(Work to be completed)
Copy out every line of the data where the word "effects" is found.

START Task material

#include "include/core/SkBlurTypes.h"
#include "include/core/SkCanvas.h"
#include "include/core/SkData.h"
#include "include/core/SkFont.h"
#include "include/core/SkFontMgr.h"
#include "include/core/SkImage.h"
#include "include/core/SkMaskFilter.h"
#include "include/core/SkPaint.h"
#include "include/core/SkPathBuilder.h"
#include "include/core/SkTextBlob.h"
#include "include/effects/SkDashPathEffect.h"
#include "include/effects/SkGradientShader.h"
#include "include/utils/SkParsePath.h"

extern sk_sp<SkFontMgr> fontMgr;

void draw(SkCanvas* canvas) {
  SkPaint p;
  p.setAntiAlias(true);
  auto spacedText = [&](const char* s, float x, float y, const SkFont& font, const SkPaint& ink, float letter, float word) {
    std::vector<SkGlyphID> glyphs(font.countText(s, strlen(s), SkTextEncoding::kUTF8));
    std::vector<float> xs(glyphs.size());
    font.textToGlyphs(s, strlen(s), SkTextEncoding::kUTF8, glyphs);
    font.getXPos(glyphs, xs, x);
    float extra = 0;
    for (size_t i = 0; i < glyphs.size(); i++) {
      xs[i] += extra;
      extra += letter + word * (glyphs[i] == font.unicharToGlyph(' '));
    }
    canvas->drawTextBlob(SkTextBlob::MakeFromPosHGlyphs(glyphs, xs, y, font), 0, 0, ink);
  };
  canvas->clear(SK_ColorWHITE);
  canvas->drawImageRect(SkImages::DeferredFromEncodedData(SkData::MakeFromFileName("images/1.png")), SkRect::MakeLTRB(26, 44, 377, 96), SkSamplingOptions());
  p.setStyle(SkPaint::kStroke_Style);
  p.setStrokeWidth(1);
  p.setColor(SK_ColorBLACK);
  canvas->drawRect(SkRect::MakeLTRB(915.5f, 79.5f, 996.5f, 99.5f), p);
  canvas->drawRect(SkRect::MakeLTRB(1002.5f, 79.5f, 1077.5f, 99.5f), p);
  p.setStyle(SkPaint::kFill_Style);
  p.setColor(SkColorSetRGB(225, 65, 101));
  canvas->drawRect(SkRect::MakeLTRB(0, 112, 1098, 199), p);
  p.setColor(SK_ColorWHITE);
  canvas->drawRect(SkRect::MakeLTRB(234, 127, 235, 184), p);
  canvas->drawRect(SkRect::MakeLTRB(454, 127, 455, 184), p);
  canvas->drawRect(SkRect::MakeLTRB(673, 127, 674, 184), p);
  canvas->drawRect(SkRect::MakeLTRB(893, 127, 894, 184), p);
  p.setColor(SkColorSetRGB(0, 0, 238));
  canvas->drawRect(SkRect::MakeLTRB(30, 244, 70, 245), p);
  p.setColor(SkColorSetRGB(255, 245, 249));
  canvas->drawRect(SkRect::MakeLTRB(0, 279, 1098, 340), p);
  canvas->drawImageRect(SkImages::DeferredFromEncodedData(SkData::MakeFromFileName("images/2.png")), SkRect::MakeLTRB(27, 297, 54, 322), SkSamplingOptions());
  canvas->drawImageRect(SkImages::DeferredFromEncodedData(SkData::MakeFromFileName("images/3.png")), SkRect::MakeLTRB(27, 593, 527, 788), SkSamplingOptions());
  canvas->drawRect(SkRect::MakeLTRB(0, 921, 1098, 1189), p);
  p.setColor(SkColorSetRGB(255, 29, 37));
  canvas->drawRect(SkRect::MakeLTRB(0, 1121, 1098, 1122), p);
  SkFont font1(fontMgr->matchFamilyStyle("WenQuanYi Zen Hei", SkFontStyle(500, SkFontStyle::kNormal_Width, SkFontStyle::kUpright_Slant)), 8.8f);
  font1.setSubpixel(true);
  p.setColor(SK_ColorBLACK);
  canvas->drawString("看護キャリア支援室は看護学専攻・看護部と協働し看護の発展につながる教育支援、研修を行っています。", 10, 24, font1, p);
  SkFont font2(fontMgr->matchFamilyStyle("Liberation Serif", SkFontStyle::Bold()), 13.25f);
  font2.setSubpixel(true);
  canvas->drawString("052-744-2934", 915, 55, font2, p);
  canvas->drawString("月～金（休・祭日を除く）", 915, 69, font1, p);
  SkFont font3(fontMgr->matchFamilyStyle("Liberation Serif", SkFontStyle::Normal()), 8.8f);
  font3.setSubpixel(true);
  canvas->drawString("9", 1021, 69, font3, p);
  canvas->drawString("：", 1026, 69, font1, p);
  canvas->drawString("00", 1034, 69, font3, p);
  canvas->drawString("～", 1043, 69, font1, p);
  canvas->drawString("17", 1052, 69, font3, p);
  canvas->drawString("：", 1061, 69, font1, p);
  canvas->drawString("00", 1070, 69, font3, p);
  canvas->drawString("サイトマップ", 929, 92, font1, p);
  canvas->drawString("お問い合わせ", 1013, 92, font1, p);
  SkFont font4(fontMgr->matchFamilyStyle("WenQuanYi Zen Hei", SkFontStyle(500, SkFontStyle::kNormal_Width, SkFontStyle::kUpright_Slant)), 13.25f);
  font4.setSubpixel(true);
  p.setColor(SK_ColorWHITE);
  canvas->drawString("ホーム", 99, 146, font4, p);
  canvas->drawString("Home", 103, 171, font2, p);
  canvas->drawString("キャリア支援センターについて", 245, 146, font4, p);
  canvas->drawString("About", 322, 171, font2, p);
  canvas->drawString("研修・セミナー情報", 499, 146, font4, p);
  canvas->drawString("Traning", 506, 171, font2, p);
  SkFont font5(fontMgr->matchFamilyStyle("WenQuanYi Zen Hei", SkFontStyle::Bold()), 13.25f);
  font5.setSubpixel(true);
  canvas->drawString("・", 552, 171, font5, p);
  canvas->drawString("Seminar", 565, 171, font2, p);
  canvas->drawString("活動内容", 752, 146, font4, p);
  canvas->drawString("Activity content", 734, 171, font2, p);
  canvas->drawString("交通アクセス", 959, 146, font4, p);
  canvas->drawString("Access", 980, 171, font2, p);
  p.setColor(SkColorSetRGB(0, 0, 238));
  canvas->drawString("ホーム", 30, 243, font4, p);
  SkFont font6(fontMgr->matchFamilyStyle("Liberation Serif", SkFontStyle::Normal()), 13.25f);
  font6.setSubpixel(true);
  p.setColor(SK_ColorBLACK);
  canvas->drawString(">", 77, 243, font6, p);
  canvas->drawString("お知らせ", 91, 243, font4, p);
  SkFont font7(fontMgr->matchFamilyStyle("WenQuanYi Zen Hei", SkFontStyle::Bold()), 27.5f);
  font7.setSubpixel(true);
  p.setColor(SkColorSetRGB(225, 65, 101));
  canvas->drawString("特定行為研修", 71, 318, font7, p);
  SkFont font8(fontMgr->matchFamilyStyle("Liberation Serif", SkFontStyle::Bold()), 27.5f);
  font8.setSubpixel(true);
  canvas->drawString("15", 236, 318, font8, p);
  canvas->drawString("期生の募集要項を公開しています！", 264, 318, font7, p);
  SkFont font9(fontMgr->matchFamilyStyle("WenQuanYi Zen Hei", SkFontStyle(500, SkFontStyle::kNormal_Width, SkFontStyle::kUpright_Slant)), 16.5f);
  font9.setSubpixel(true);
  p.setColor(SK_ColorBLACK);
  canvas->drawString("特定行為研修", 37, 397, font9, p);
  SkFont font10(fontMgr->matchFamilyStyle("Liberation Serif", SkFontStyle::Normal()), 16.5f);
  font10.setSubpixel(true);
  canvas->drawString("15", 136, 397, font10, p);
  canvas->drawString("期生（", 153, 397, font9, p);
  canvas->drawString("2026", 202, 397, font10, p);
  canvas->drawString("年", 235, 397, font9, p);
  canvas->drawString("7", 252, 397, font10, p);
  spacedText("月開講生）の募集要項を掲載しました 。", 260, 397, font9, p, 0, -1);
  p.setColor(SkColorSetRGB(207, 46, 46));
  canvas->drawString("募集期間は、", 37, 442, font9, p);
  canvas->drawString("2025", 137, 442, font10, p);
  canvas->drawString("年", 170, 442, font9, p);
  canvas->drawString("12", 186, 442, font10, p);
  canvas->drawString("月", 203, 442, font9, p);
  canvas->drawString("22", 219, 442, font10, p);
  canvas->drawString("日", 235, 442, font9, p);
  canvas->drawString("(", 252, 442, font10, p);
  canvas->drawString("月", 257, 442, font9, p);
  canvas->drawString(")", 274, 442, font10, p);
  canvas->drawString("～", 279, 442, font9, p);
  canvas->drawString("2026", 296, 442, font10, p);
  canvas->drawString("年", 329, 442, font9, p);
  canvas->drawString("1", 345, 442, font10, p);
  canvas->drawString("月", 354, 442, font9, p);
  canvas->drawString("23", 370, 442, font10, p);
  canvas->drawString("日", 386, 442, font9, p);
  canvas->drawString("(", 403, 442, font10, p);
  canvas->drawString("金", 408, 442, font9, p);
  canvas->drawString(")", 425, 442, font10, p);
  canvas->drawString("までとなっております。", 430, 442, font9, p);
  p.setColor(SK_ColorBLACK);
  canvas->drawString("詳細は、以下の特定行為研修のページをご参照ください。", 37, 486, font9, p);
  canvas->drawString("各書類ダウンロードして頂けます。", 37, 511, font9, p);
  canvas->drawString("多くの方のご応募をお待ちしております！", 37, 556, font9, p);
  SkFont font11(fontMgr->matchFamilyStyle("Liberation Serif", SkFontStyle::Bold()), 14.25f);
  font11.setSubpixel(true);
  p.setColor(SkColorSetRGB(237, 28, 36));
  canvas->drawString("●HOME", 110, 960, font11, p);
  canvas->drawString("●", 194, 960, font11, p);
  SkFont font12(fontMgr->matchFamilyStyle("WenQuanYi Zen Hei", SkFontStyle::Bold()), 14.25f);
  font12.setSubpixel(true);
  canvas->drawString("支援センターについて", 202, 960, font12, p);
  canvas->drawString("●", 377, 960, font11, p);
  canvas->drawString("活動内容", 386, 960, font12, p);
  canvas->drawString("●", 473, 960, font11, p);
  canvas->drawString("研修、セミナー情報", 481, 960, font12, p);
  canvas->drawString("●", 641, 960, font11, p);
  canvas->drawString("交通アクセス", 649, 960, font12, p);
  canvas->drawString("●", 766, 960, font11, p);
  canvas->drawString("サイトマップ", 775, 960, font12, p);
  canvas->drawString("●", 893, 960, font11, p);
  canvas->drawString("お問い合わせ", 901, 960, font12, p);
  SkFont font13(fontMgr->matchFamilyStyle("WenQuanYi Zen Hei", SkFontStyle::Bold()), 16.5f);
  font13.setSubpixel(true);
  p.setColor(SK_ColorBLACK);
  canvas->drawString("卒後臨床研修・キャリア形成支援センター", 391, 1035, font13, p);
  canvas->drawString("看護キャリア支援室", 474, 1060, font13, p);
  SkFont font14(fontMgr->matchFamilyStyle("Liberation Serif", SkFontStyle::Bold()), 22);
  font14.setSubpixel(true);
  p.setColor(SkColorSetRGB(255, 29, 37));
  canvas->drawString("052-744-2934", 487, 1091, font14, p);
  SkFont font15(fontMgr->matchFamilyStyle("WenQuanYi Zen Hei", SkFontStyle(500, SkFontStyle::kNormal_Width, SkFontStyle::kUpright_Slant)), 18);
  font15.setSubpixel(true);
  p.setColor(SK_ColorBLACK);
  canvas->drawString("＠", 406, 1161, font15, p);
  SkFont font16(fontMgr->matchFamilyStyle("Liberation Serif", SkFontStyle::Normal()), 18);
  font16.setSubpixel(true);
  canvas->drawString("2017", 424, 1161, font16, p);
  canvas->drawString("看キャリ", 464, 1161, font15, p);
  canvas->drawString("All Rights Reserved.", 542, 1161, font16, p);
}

END Task material

(Your response)
#include "include/effects/SkDashPathEffect.h"
#include "include/effects/SkGradientShader.h"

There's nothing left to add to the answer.